You are viewing a plain text version of this content. The canonical link for it is here.
Posted to issues@hivemall.apache.org by takuti <gi...@git.apache.org> on 2017/03/18 03:28:08 UTC

[GitHub] incubator-hivemall pull request #63: [HIVEMALL-90] Refine incomplete AUC UDA...

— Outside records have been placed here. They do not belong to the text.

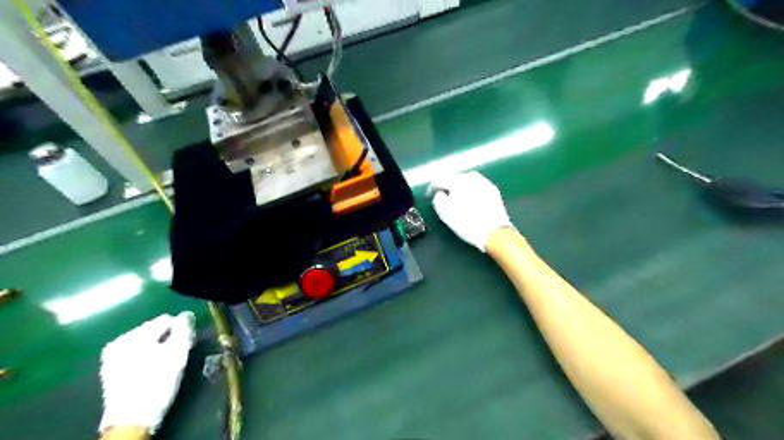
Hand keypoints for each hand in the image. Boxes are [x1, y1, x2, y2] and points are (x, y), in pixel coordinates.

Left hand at [99, 312, 195, 433]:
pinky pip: (137, 356)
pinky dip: (148, 360)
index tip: (186, 345)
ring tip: (166, 366)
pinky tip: (154, 372)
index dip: (180, 331)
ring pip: (146, 344)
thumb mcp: (177, 353)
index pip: (166, 320)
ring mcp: (111, 358)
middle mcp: (118, 342)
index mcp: (132, 335)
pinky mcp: (111, 373)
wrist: (132, 420)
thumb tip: (186, 315)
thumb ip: (183, 329)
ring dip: (159, 350)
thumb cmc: (157, 383)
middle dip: (168, 340)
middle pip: (154, 331)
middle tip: (176, 357)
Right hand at [429, 172, 515, 253]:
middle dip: (447, 186)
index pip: (440, 180)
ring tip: (456, 197)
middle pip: (454, 178)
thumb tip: (440, 193)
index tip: (429, 195)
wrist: (495, 232)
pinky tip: (470, 199)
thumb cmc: (466, 222)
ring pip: (467, 181)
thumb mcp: (445, 213)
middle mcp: (471, 177)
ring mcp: (484, 183)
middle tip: (442, 196)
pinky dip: (471, 191)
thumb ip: (438, 199)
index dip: (432, 188)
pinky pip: (477, 187)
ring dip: (460, 187)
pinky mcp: (493, 191)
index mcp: (457, 181)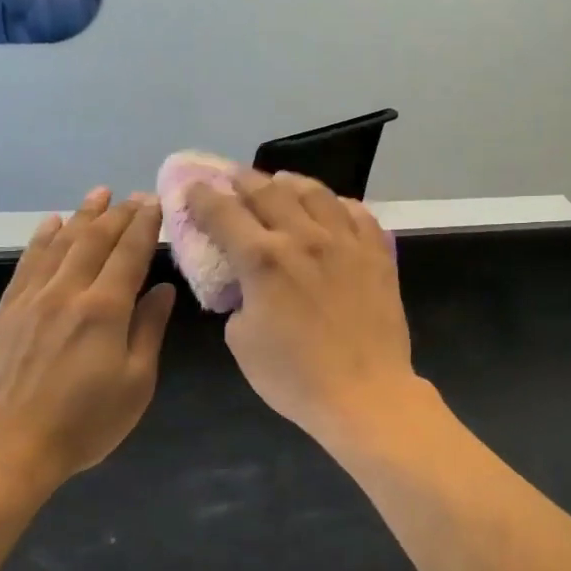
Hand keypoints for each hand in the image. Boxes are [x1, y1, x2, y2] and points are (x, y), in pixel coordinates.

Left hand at [0, 188, 175, 499]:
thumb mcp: (136, 383)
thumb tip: (163, 290)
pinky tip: (51, 224)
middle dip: (119, 214)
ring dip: (82, 215)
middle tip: (136, 195)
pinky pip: (27, 263)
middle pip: (94, 240)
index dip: (144, 224)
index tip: (156, 202)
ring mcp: (31, 300)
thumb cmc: (84, 423)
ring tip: (99, 194)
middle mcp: (66, 293)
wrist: (7, 449)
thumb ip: (149, 330)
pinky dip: (42, 238)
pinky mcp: (6, 312)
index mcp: (104, 310)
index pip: (129, 253)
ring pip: (60, 244)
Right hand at [183, 170, 421, 447]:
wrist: (365, 393)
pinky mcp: (377, 254)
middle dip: (243, 179)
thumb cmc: (295, 377)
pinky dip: (339, 204)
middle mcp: (304, 237)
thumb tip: (249, 287)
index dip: (202, 197)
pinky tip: (333, 208)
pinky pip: (358, 214)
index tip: (193, 189)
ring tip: (281, 182)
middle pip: (268, 191)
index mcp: (263, 259)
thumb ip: (239, 300)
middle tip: (232, 177)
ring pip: (316, 193)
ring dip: (290, 182)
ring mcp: (346, 242)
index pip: (223, 213)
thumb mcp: (242, 341)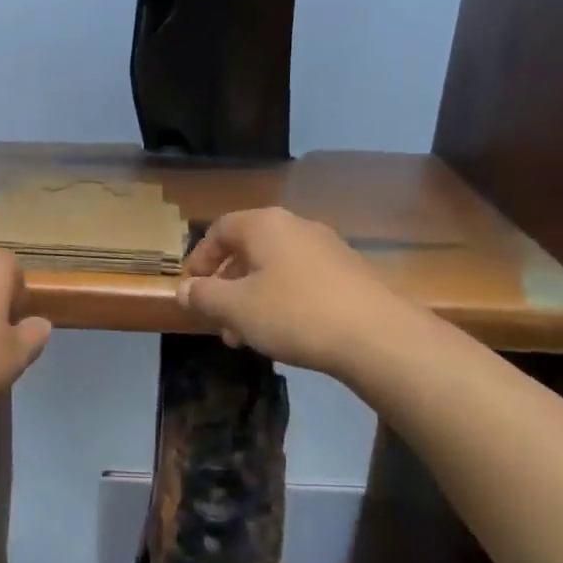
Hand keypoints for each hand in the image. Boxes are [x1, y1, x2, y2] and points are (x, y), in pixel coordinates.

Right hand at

GitHub user takuti opened a pull request:

    https://github.com/apache/incubator-hivemall/pull/63

    [HIVEMALL-90] Refine incomplete AUC UDAF implementation

    ## What changes were proposed in this pull request?
    
    Since AUC UDAF (classification) did not work correctly for some specific merge orders, this PR fixes the issue by modifying the UDAF's `merge()` and `terminate()` implementation.
    
    Moreover, unit tests are refined accordingly, and a utility method is created in **HiveUtils**.
    
    ## What type of PR is it?
    
    Bug Fix
    
    ## What is the Jira issue?
    
    https://issues.apache.org/jira/browse/HIVEMALL-90
    
    ## How was this patch tested?
    
    - Unit test
    - Manual test on EMR
    
    ## How to use this feature?
    
    Nothing has been changed from [current AUC UDAF](https://hivemall.incubator.apache.org/userguide/eval/auc.html).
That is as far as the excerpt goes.